また、反タクシン派の民主党にも、軍部の政党制を軽んじる動きへの警戒感が出ています。

****政党を弱体化」募る危機感****
暫定政権は10月以降、国家改革評議会や憲法起草委員会を設置。1年後とされる民政復帰に向け、制度改革や新憲法起草に乗り出した。

これに異論を唱えているのは、むしろ軍を支持してきた反タクシン派だ。

クーデター前に反政府デモを続けた「人民民主改革委員会」(PDRC)指導者の1人、タウォーン・セニアム氏は「軍人と官僚は権力を独占したがる。国民が求めているのは前政権の腐敗の追及だが、インラック氏を含むタクシン派政治家の弾劾(だんがい)に取り組もうとしない」と、一時は抗議デモも辞さない考えを示した。

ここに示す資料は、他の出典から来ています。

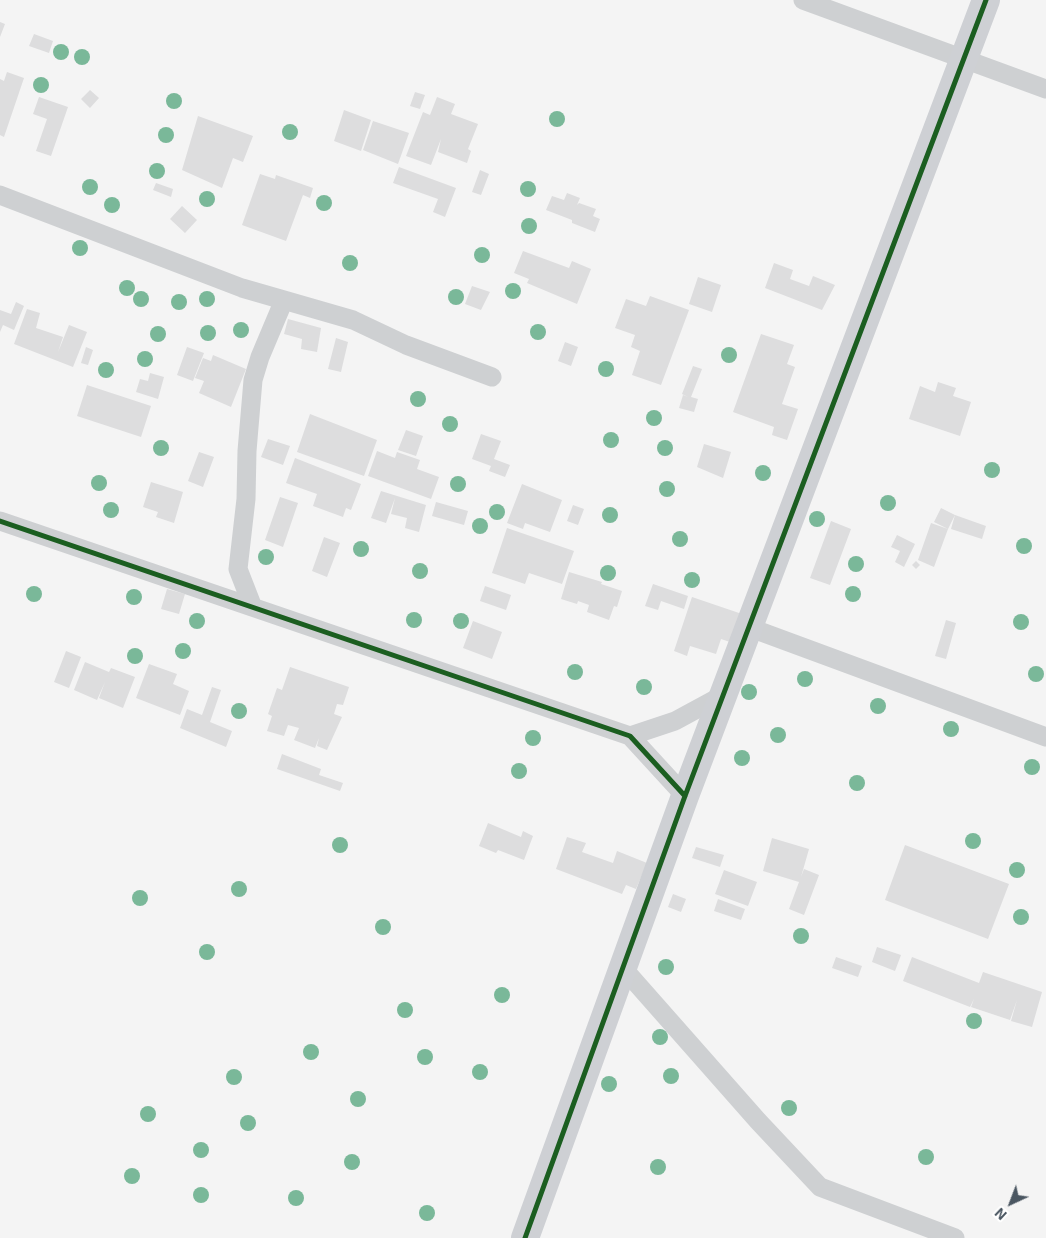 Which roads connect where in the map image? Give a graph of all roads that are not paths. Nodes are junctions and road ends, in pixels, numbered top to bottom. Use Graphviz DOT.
graph roads {
  1 [pos="803,0"];
  2 [pos="986,0"];
  3 [pos="963,59"];
  4 [pos="1046,90"];
  5 [pos="0,194"];
  6 [pos="284,300"];
  7 [pos="492,377"];
  8 [pos="0,521"];
  9 [pos="252,605"];
  10 [pos="748,627"];
  11 [pos="723,695"];
  12 [pos="630,736"];
  13 [pos="1046,737"];
  14 [pos="685,796"];
  15 [pos="623,968"];
  16 [pos="525,1238"];
  17 [pos="956,1238"];
  1 -- 3 [label="street"];
  2 -- 3 [label="street"];
  3 -- 4 [label="street"];
  3 -- 10 [label="street"];
  5 -- 6 [label="street"];
  6 -- 7 [label="street"];
  6 -- 9 [label="street"];
  8 -- 9 [label="street"];
  9 -- 12 [label="street"];
  10 -- 11 [label="street"];
  10 -- 13 [label="street"];
  11 -- 12 [label="street"];
  11 -- 14 [label="street"];
  12 -- 14 [label="street"];
  14 -- 15 [label="street"];
  15 -- 16 [label="street"];
  15 -- 17 [label="street"];
}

タクシン政権を崩壊させた2006年のクーデター前後に反タクシン運動をした別団体の元幹部で今回、憲法起草委員に選ばれたカムヌーン・シッティサマーン氏も「軍が強い措置をすぐにとると期待していたが、軍はタクシン派の反撃を招けば治安を崩壊させると案じている」と話す。

PDRC関係者らは、国王を頂点とするタイの伝統的な支配体制を覆しかねないタクシン派に対抗するうえで、軍は仲間だと考えているとされる。だが、暫定政権や改革評議会などのメンバーは軍関係者や官僚らが中心で「自分たちがタクシン派排除の改革を主導できると思っていたのに、という不満がある」(国際人権団体ヒューマン・ライツ・ウオッチのスナイ・パスック上級研究員)。

野党だった民主党のアピシット・ウェチャチワ党首も今月初め、報道陣に「憲法案起草に関与させないなど、政党や政治家を弱体化させようという力が働いている」と軍を牽制(けんせい)した。

暫定政権が示した改革の指針には、政党や選挙で選ばれる政治家の権限を制限しようとする意向が透ける。タクシン派政党を再び台頭させない狙いとみられているが、影響は民主党にも及ぶ。伝統的な統治観のなかでは、政党は格下扱いのようで、民主党にも危機感が見え始めている。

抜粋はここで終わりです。